While every neighborhood type saw a loss of rent-stabilized units, most were lost in more affluent areas of L.A. like Westwood and Brentwood. Only 241 affordable units replaced the 1,092 rent-stabilized units lost in those same neighborhoods. About half of the rent-stabilized units demolished in moderate income areas, like parts of Koreatown, were replaced with affordable housing.

“It makes sense that people are trying to prevent that,” O’Neill said.

Policy and politics at the Capitol

California YIMBY, which often supports housing production efforts, backed the bill because production alone isn’t enough, said legislative director Louis Mirante.

“I think California YIMBY is a great example of an organization that endeavors to find the three P solutions: The production solutions, the tenant protection solutions and the affordable housing preservation solutions,” he said. ‘We’re not eager to pit those solutions against each other.”

The California Apartment Association, however, dubbed the bill the “Stay in Business Forever Act,” arguing that it restricted landlords’ freedoms. Carlton said while a property owner could still sell their building, without the option of turning below-market apartments into more profitable condos or market-rate units, the universe of buyers shrinks considerably. The powerful California Chamber of Commerce opposed the measure for the same reason, as did the California Building Industry Association.

Carlton also argued the bill would block “tenancies in common,” in which several families buy a duplex or fourplex together — the only way for some families to enter homeownership as median home prices top $700,000 in California.

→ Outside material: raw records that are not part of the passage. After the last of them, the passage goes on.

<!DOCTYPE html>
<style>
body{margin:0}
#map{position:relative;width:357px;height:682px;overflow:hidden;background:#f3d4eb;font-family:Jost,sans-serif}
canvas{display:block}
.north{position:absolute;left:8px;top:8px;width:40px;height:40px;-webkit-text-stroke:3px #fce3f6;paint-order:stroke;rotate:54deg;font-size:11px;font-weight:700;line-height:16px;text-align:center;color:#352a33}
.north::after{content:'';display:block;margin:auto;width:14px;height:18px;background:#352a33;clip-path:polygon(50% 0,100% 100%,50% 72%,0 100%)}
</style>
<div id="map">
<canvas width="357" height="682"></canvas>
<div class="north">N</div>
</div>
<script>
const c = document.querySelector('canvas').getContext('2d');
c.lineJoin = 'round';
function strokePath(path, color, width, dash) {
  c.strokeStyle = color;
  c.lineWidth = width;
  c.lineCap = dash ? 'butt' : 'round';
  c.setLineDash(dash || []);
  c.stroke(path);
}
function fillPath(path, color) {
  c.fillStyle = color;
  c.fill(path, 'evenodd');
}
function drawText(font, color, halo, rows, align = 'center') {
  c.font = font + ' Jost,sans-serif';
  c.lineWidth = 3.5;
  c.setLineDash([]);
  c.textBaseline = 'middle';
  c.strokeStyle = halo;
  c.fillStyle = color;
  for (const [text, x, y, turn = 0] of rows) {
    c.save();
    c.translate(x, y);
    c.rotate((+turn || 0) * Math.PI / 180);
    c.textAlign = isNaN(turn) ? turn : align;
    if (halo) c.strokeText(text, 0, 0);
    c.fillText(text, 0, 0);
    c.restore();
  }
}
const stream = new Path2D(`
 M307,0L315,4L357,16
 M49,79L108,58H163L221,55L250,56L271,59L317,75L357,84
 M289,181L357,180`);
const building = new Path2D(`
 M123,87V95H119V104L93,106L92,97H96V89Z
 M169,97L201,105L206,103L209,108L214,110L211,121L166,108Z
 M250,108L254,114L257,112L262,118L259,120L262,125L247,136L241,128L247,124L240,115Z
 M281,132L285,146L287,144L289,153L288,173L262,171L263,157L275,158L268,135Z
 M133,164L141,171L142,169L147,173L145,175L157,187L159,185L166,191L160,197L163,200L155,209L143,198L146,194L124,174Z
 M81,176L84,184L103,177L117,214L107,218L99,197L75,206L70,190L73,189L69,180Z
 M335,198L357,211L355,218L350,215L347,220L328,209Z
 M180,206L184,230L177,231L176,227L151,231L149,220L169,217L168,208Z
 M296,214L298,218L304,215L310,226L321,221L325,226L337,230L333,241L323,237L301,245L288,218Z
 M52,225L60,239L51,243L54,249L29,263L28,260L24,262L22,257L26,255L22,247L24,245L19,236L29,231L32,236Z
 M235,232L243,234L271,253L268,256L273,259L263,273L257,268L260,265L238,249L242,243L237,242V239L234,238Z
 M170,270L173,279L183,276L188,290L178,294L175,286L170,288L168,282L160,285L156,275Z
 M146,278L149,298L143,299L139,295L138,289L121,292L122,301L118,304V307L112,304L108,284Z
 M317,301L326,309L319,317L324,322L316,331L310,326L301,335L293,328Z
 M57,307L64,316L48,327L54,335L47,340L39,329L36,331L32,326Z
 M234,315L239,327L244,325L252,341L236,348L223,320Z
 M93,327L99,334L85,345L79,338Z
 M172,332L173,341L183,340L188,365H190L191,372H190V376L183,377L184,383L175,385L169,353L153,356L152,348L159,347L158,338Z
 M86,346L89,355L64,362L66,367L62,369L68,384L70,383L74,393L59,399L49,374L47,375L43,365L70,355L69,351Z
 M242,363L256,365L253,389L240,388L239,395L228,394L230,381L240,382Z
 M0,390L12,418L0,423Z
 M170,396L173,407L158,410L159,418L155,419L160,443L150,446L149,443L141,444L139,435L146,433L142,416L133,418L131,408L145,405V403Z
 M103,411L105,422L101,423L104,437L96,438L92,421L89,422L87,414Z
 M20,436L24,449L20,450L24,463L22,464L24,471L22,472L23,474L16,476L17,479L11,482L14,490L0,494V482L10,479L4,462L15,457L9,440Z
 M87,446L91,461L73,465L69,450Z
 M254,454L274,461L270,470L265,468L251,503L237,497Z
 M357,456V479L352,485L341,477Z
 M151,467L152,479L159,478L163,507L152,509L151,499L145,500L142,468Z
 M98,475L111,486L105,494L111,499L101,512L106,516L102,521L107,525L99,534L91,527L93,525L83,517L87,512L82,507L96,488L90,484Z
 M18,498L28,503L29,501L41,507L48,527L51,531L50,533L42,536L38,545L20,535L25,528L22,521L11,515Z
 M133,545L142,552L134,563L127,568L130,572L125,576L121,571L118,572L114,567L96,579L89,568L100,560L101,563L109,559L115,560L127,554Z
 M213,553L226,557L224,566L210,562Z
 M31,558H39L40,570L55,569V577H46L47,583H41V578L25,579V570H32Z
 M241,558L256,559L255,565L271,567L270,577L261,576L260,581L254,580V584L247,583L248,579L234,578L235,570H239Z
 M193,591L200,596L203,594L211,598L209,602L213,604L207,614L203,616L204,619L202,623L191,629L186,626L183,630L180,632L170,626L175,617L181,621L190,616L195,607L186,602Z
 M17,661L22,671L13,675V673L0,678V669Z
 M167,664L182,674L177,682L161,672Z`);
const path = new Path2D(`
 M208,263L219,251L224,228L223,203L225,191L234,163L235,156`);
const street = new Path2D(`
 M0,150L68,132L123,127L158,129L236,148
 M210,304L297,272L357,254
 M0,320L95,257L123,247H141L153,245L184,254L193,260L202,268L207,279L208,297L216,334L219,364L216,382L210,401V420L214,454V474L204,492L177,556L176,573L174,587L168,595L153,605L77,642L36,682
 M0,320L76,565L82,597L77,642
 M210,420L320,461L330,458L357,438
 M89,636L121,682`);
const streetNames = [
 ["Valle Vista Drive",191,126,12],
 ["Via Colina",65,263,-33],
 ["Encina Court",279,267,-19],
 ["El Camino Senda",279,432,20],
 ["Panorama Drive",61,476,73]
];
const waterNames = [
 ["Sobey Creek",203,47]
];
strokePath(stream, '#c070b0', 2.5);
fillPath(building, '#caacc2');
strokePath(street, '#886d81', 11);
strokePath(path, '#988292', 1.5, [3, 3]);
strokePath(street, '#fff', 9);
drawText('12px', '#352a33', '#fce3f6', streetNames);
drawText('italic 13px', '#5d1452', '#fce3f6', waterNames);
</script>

“I support homeownership, but the question is: ‘How are you getting there?’” said Joan Ling, an urban planning professor at the UCLA Luskin School of Public Affairs. “Are you going to get there by dislocating renter families that most likely are going to have to move out of the area where they are living? There’s a big public policy question here.”

“It became just like an annoying screaming match where the Apartment Association will be saying one thing, we’d be saying another.”
— Sarah Abdeshahian, advocate at Tenderloin Housing Clinic in San Francisco

Abdeshahian, from the Tenderloin Housing Clinic, said that during the two weeks leading up to the vote, the legislators who had originally demonstrated their support for the bill began parroting the talking points they read in opposition letters by the Realtors and the Apartment Association, which spent $1.6 million and $1.3 million, respectively, in total lobbying efforts in 2021.

“That’s what killed this bill,” she said. “It became just like an annoying screaming match where the Apartment Association will be saying one thing, we’d be saying another, and why would they listen to us when we don’t give them any money for their re-election, but the Apartment Association is the reason that they’re in office?”

“I just don’t buy that,” Carlton responded, describing a clear division between the organization’s lobbying and campaign efforts. “This has just been a consistent policy that legislators haven’t agreed with.”